Question

A LCR circuit behaves like a damped oscillator. Comparing it with a physical spring-mass damped oscillator having damping constant ‘b’, the correct equivalence would be:
A. $L \leftrightarrow m,C \leftrightarrow k,R \leftrightarrow b$
B. $L \leftrightarrow \dfrac{1}{b},C \leftrightarrow \dfrac{1}{m},R \leftrightarrow \dfrac{1}{k}$
C. $L \leftrightarrow k,C \leftrightarrow b,R \leftrightarrow m$
D. $L \leftrightarrow m,C \leftrightarrow \dfrac{1}{k},R \leftrightarrow b$

Answer 1

Hint: To solve this question, we have to solve damping equations for both LCR and spring-mass systems. Then we have to find the analogy in the equations.
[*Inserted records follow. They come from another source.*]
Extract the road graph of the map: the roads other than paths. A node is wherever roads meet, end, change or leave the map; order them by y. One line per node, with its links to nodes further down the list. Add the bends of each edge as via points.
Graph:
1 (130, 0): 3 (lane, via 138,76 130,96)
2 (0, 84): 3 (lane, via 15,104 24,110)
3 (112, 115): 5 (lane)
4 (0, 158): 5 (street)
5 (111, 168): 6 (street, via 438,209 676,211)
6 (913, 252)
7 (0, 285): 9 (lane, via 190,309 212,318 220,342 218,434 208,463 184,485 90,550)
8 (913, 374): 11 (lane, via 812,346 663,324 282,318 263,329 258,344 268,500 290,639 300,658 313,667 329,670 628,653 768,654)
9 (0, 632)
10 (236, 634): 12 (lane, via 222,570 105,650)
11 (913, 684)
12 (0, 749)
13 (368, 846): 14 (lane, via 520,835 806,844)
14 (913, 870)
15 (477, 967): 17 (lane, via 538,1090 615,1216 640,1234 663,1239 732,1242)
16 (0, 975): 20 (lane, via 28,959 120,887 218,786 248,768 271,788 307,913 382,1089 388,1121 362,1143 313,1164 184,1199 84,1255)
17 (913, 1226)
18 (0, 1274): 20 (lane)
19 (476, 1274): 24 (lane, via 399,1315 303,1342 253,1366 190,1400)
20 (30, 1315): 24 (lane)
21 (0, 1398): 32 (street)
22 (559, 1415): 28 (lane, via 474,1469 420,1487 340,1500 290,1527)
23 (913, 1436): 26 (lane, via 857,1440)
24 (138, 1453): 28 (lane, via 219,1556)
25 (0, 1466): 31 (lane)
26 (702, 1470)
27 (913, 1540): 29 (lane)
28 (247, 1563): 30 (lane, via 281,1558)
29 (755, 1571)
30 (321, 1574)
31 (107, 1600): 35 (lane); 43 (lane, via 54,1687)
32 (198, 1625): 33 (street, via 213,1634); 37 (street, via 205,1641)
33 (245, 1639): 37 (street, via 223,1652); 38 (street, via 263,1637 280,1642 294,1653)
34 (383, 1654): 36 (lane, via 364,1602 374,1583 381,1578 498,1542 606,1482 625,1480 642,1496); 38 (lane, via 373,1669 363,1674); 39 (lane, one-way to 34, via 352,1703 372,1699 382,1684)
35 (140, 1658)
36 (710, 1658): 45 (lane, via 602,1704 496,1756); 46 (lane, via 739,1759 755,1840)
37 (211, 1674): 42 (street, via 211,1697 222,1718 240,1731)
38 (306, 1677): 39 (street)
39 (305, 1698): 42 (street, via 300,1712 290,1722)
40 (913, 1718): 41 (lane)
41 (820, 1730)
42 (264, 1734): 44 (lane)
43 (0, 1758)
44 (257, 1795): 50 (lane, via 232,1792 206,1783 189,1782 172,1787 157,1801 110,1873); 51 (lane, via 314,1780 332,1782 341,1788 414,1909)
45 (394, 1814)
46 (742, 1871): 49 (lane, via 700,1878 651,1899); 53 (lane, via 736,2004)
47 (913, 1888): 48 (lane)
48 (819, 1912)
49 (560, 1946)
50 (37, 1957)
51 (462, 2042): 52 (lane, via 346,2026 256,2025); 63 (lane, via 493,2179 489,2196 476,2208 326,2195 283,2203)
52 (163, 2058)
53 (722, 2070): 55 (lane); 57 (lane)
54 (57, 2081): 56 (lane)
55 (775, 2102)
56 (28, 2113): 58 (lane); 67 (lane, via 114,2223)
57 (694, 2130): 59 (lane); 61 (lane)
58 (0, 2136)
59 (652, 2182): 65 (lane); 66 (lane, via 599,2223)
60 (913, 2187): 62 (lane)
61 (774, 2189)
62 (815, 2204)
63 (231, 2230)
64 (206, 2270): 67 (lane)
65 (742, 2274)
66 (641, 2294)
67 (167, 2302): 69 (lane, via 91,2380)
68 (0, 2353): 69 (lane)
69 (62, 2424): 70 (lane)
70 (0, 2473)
Comparing them will give us the correct result.
For spring-mass system
 \[m\dfrac{{{d^2}x}}{{d{t^2}}} + b\dfrac{{dx}}{{dt}} + kx = 0 - - - (1)\]
For LCR system
 $L\dfrac{{{d^2}q}}{{d{t^2}}} + R\dfrac{{dq}}{{dt}} + \dfrac{q}{c} = 0 - - - (2)$
Find analogy in equation (1) & (2), you will get the answer

Complete step-by-step solution:

We know in spring-mass balance system some velocity is initially given, and damping force always oppose the motion so
Damping force ${F_D} \propto v$
  ${F_D} = - bv - - - (3)$
Where ${F_D}$ is damping force, $b$ is proportionality constant, $v$is velocity and negative sign is to show that damping force opposes the motion.
Force by spring, according to hooke's law ${F_s} \propto x$
${F_s} = - kx - - - (4)$
Where, ${F_s} = $ force by spring
$k = $ spring constant
$x = $ value of displacement from origin
Negative is also there as, spring force also oppose the motion
So, net force
 ${F_{net}} = {F_D} + {F_s}$
On putting values from equation (3) & (4)
 ${F_{net}} = - bv - kx$
According to newton’s second law of motion, net force is mass times acceleration
$ma = - bv - kx$
$ \Rightarrow ma + bv + kx = 0 - - - (5)$
Where $m = $ mass and $a = $ acceleration
Converting equation (5) into differential form
\[m\dfrac{{{d^2}x}}{{d{t^2}}} + b\dfrac{{dx}}{{dt}} + kx = 0 - - - (6)\] $\left[ {\because a = \dfrac{{dv}}{{dt}},v = \dfrac{{dx}}{{dt}}} \right]$
In LCR circuit

Here in figure ‘R’ is resistance of resistor, ‘L’ is inductance of inductor and ‘C’ is capacitance of capacitor.
Applying kirchhoff's loop law or kirchhoff's voltage law, according to the law if you traverse throughout the circuit then net voltage sum will be zero.
 $\therefore - IR - L\dfrac{{dI}}{{dt}} - \dfrac{q}{C} = 0 - - - (7)$ $\left[ {\because {V_r} = IR,{V_L} = L\dfrac{{dI}}{{dt}},{V_c} = \dfrac{q}{c}} \right]$
Where \[{V_r} = \] voltage across resistor, \[{V_c} = \] voltage across capacitor, ${V_L} = $ voltage across inductor and $I = $ current flowing through circuit
On further solving the equation (7)
 $L\dfrac{{{d^2}q}}{{d{t^2}}} + R\dfrac{{dq}}{{dt}} + \dfrac{q}{C} = 0 - - - (8)$
Comparing equations (6) & (7)
We get
 $L \leftrightarrow m,C \leftrightarrow \dfrac{1}{k},R \leftrightarrow b$
Therefore option (D) is the correct answer.

Note:-
Kirchoff’s first law or Kirchoff’s circuital law states that the algebraic sum of current leave and entering at a node is always equal to zero.
In a differential equation, the number of arbitrary constants is equal to the order of the differential equation. There are various standard results for different kinds of complex differential equations, remembering them can be handy in examination.